(ENTRIES SUPPLIED)
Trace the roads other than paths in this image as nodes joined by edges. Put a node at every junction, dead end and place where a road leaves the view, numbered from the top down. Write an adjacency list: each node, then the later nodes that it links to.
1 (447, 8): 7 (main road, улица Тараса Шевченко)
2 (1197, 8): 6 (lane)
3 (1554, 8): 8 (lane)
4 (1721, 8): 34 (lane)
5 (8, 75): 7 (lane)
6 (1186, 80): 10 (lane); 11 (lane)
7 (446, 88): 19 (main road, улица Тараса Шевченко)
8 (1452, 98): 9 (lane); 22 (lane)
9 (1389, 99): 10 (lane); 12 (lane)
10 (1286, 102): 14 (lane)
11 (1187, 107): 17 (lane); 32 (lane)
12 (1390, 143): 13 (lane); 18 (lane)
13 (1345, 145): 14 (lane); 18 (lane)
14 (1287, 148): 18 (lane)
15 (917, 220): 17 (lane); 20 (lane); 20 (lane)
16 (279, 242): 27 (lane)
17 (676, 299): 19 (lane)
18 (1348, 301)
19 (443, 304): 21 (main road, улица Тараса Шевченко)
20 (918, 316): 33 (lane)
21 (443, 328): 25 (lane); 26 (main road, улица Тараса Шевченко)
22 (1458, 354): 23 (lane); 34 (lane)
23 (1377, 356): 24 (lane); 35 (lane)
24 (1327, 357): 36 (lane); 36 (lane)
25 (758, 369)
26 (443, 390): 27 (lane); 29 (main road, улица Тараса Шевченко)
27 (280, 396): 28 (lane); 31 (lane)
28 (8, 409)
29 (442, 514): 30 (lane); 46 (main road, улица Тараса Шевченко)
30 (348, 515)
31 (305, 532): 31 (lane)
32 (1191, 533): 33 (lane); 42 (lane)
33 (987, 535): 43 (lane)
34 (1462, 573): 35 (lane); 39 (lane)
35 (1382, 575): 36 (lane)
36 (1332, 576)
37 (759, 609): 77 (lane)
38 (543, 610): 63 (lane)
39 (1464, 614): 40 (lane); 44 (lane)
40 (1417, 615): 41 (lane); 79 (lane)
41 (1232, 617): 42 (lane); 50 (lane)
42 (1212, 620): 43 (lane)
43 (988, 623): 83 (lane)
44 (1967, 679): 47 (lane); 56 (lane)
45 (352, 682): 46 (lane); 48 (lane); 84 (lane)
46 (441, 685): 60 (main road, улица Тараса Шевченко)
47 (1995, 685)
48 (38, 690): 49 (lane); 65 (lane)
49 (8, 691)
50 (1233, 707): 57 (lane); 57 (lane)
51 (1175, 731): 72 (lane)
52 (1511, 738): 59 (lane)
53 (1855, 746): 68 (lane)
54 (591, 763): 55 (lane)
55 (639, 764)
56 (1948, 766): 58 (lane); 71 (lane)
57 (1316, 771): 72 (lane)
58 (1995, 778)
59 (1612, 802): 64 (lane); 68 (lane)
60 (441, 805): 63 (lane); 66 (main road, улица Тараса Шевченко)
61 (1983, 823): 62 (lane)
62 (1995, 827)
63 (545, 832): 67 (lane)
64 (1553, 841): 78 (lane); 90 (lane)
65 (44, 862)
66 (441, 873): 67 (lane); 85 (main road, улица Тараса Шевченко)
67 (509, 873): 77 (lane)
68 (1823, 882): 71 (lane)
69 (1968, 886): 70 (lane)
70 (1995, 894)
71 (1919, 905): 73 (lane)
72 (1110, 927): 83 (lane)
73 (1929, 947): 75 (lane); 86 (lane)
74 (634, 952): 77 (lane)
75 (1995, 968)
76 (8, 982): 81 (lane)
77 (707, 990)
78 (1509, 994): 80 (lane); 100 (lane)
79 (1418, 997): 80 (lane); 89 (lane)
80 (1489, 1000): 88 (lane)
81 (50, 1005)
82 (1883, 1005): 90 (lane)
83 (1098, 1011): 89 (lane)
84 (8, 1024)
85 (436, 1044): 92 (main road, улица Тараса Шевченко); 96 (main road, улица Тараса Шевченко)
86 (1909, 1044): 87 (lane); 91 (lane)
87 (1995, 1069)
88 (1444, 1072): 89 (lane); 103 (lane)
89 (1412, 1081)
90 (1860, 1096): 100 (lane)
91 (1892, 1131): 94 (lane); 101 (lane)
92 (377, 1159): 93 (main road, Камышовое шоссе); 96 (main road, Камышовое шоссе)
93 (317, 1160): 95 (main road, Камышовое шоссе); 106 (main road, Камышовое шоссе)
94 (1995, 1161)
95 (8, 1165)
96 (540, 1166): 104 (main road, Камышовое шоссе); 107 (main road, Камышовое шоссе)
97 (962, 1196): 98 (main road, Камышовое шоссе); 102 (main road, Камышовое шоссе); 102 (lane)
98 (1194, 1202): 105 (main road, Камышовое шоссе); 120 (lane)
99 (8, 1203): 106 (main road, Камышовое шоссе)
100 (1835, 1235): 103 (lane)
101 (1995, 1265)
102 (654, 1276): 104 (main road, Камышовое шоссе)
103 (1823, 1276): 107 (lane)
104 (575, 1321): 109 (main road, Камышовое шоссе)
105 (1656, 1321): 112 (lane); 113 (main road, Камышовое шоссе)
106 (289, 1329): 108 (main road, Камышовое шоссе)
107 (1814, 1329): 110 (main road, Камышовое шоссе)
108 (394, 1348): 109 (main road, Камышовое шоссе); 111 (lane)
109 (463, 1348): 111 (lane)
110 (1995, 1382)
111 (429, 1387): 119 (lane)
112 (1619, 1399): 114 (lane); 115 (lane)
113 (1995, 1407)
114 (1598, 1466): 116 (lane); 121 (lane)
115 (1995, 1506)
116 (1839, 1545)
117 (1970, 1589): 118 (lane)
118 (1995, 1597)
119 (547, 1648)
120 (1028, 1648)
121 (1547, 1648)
(End ENTRIES SUPPLIED)
● **WORK ITEM**: Nothing but a number belongs in the answer: the tally of lines in the data holding "шоссе".

● **EXPECTED ANSWER**: 12